I recently relayed that I experienced anxiety before presenting.
A friend asked how that was possible; given some years, I give two talks a month.
I honestly didn’t have a good answer.
Many faculty feel anxious about academic presentations, submitting papers, or working on revisions.
I know award-winning teachers who report feeling tremendous anxiety the first day of the semester & who do not feel comfortable until they know the students.
So if you feel anxiety about your academic life, don’t despair; you are alone.
What is puzzling is that so many smart people struggle with anxiety & mental health.
Some suggest it’s because of imposter syndrome - which refers to doubting your abilities and feeling like a fraud - which apparently is common among high achieving people - which describes some academics.
I suspect it’s more than that - I think it is how we have built academic culture.
Consider three illustrations
We tell young people that the price of failure on exams is dismissal or failure to publish is unemployment.
We subject each other to peer review processes, where sometimes brutal anonymous reviewers castigate projects that are years in the making.
We support a growing ecosystem of journal lists and rankings, where we name ‘top scholars’ & implicitly derogate the less productive.
Illustrations like these, which seem to demand merit to navigate, also tell many of us, for years, that we simply are not good enough to join the academic club.
Frankly, it should be no surprise to anyone that many academics see a therapist, report imposter syndrome, or simply opt-out of the industry.
There just isn’t much positive feedback built into the system.
So what can we all do? To make academe more navigable? And to stop damaging each other?
First, we need to offer clear rubrics for how to train & evaluate early career scholars.
We need to balance harsh comments with positive feedback.
N+1 for tenure needs to go!
We should be building efficacy & not encouraging fear.
Second, we need to encourage more professional peer review.
Editors need to evaluate reviews & scrub out the Grinch-like comments that make a negative review personal.
If a reviewer goes too far, we need to provide feedback to cut it out or be sanctioned.
There is no merit in writing that a paper is fatally flawed.
It’s not ok to be needlessly mean to authors, esp early career scholars.
Third, we need to actively question the push to quantify academe.
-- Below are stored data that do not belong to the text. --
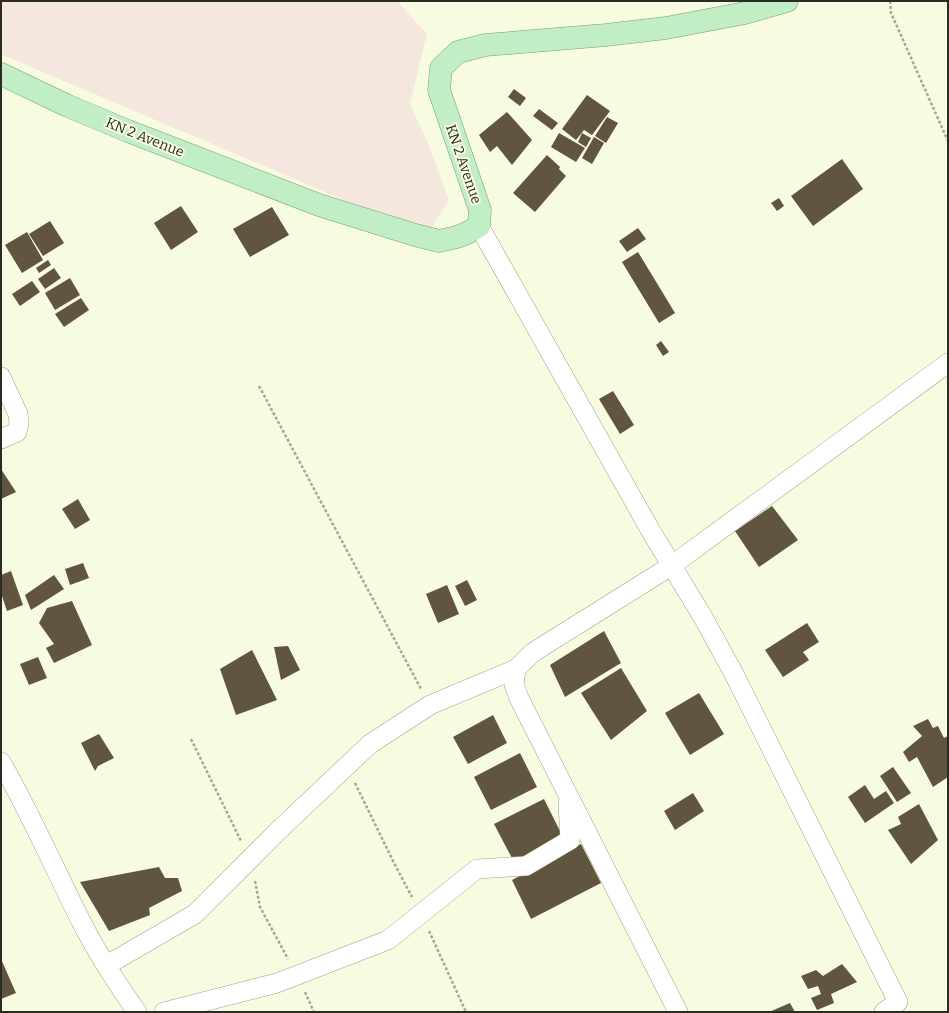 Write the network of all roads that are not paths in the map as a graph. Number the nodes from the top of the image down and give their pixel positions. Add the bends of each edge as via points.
1 (787, 1) edge
2 (1, 74) edge
3 (478, 226) junction
4 (948, 363) edge
5 (1, 377) edge
6 (1, 439) edge
7 (671, 566) junction
8 (516, 669) junction
9 (1, 762) edge
10 (567, 795) junction
11 (107, 965) junction
12 (137, 1012) edge
13 (164, 1012) edge
14 (678, 1012) edge
15 (884, 1012) edge

1 - 3 main road, KN 2 Avenue via 745,13 666,28 485,45 458,52 441,68 439,90 480,210
2 - 3 main road, KN 2 Avenue via 128,131 319,205 439,241 457,237
3 - 7 street
4 - 7 street
5 - 6 street via 18,414 19,423 17,432
7 - 8 street via 532,653
7 - 15 street via 734,674 898,1002
8 - 10 street via 514,684 519,698
8 - 11 street via 430,705 370,744 195,914
9 - 11 street via 17,789 83,925
10 - 13 street via 570,840 526,866 477,869 388,940 277,983
10 - 14 street
11 - 12 street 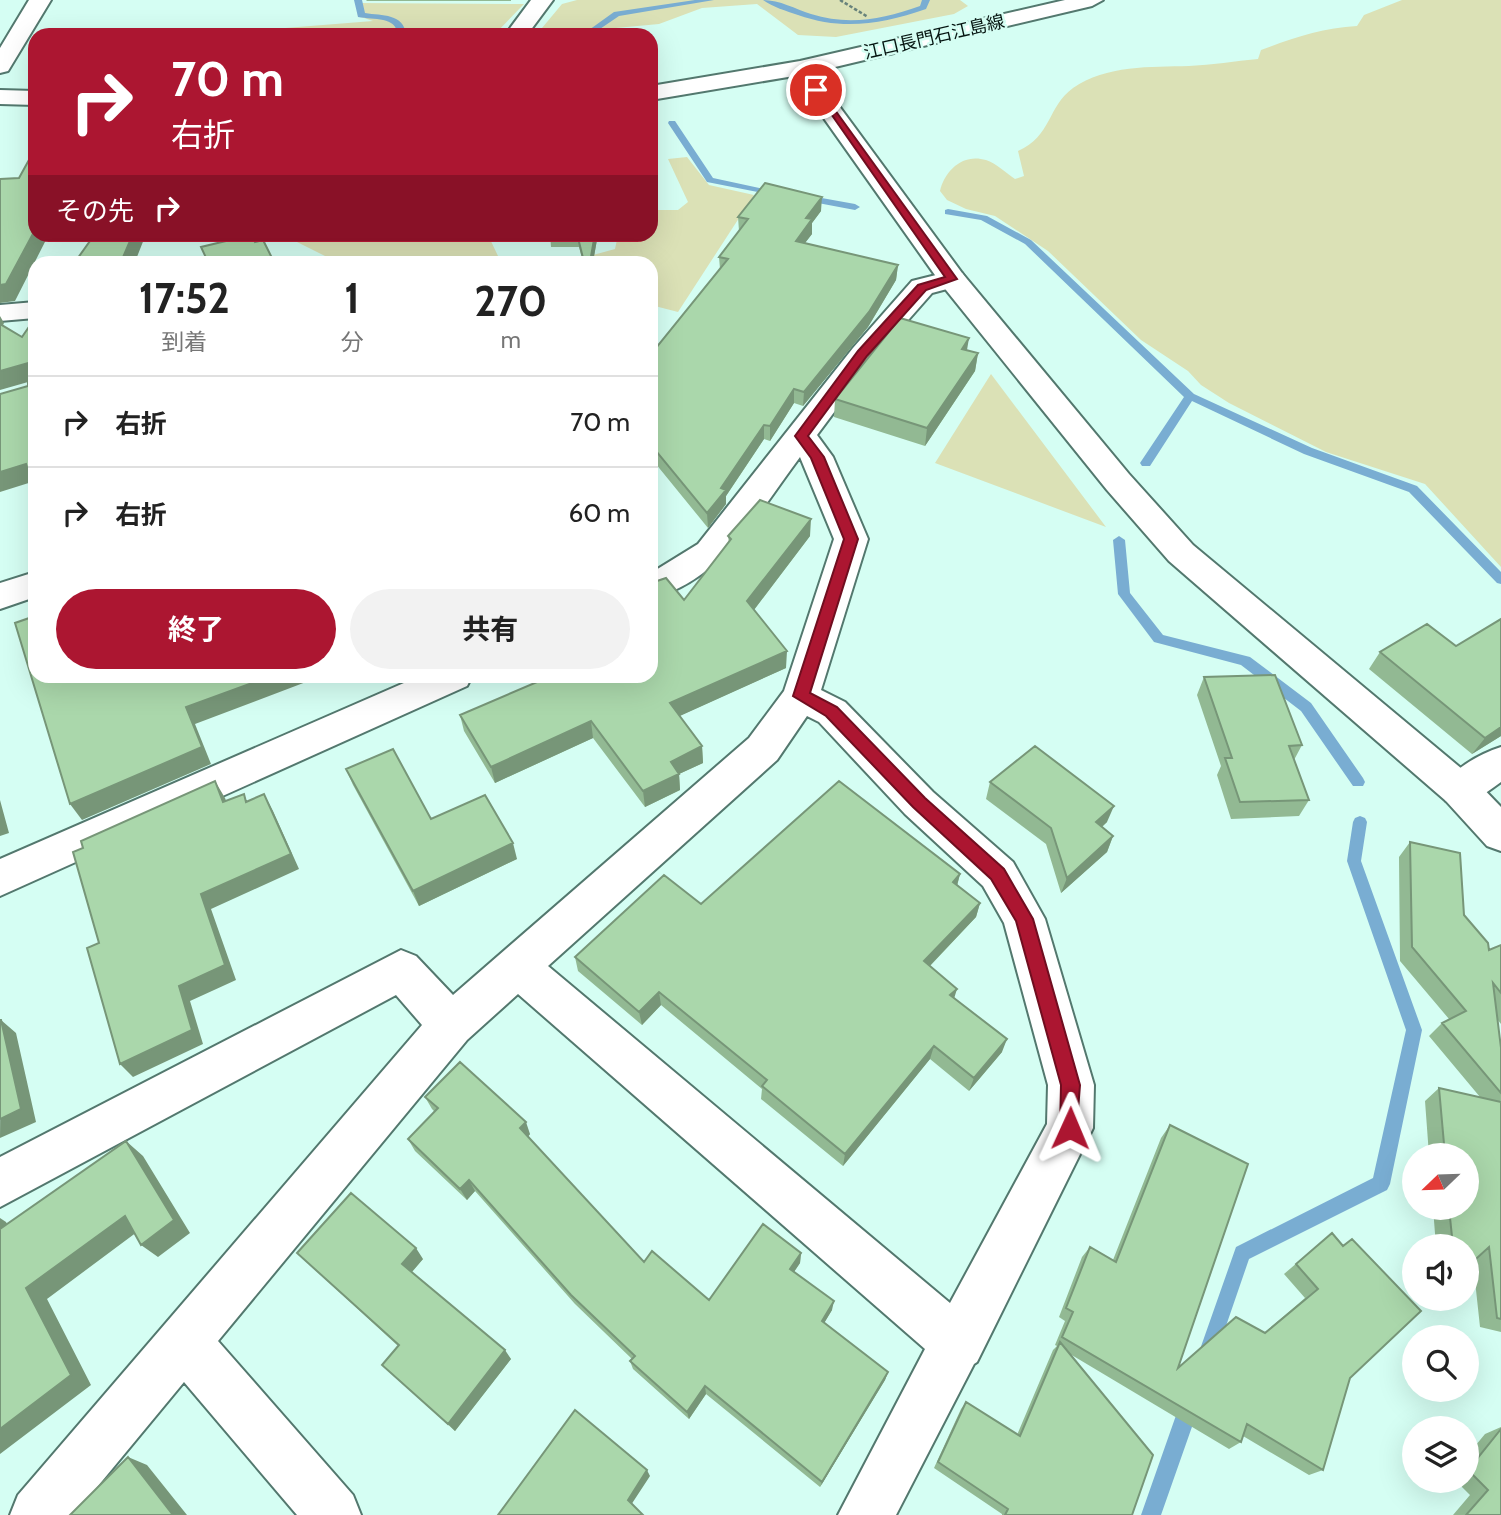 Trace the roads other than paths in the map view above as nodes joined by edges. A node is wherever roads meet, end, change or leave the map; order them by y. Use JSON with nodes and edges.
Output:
{"nodes":[{"id":1,"x":40,"y":0,"type":"edge"},
{"id":2,"x":542,"y":0,"type":"edge"},
{"id":3,"x":1092,"y":0,"type":"edge"},
{"id":4,"x":521,"y":28,"type":"edge"},
{"id":5,"x":0,"y":65,"type":"edge"},
{"id":6,"x":800,"y":68,"type":"junction"},
{"id":7,"x":658,"y":92,"type":"edge"},
{"id":8,"x":0,"y":97,"type":"edge"},
{"id":9,"x":28,"y":98,"type":"edge"},
{"id":10,"x":952,"y":279,"type":"junction"},
{"id":11,"x":28,"y":311,"type":"edge"},
{"id":12,"x":0,"y":313,"type":"edge"},
{"id":13,"x":801,"y":436,"type":"junction"},
{"id":14,"x":658,"y":584,"type":"edge"},
{"id":15,"x":28,"y":586,"type":"edge"},
{"id":16,"x":0,"y":596,"type":"edge"},
{"id":17,"x":438,"y":683,"type":"edge"},
{"id":18,"x":801,"y":696,"type":"junction"},
{"id":19,"x":1501,"y":762,"type":"edge"},
{"id":20,"x":1460,"y":790,"type":"junction"},
{"id":21,"x":1501,"y":834,"type":"edge"},
{"id":22,"x":0,"y":878,"type":"edge"},
{"id":23,"x":518,"y":967,"type":"junction"},
{"id":24,"x":451,"y":1025,"type":"junction"},
{"id":25,"x":0,"y":1183,"type":"edge"},
{"id":26,"x":184,"y":1342,"type":"junction"},
{"id":27,"x":959,"y":1344,"type":"junction"},
{"id":28,"x":38,"y":1515,"type":"edge"},
{"id":29,"x":333,"y":1515,"type":"edge"},
{"id":30,"x":866,"y":1515,"type":"edge"}],
"edges":[{"from":1,"to":5,"type":"street"},
{"from":2,"to":4,"type":"street"},
{"from":3,"to":6,"type":"street","name":"江口長門石江島線"},
{"from":6,"to":7,"type":"street","name":"江口長門石江島線"},
{"from":6,"to":10,"type":"street"},
{"from":8,"to":9,"type":"street"},
{"from":10,"to":13,"type":"street"},
{"from":10,"to":20,"type":"street"},
{"from":11,"to":12,"type":"street"},
{"from":13,"to":14,"type":"street"},
{"from":13,"to":18,"type":"street"},
{"from":15,"to":16,"type":"street"},
{"from":17,"to":22,"type":"street"},
{"from":18,"to":23,"type":"street"},
{"from":18,"to":27,"type":"street"},
{"from":19,"to":20,"type":"street"},
{"from":20,"to":21,"type":"street"},
{"from":23,"to":24,"type":"street"},
{"from":23,"to":27,"type":"street"},
{"from":24,"to":25,"type":"street"},
{"from":24,"to":26,"type":"street"},
{"from":26,"to":28,"type":"street"},
{"from":26,"to":29,"type":"street"},
{"from":27,"to":30,"type":"street"}]}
Quantification has nothing to do with quality.
For example, let’s do away with rankings.
Why? Because it creates a ‘what have you done for me lately’ mindset & inordinate pressure to keep producing.
Rankings encourage unhealthy social comparisons. Let’s find a better way to signal quality.
No one needs to live on an anxiety-driven treadmill.
I’m sure we can find ways to build quality virtuous circles that don’t evoke anxiety.
I’m all ears. We need to build a kinder academy.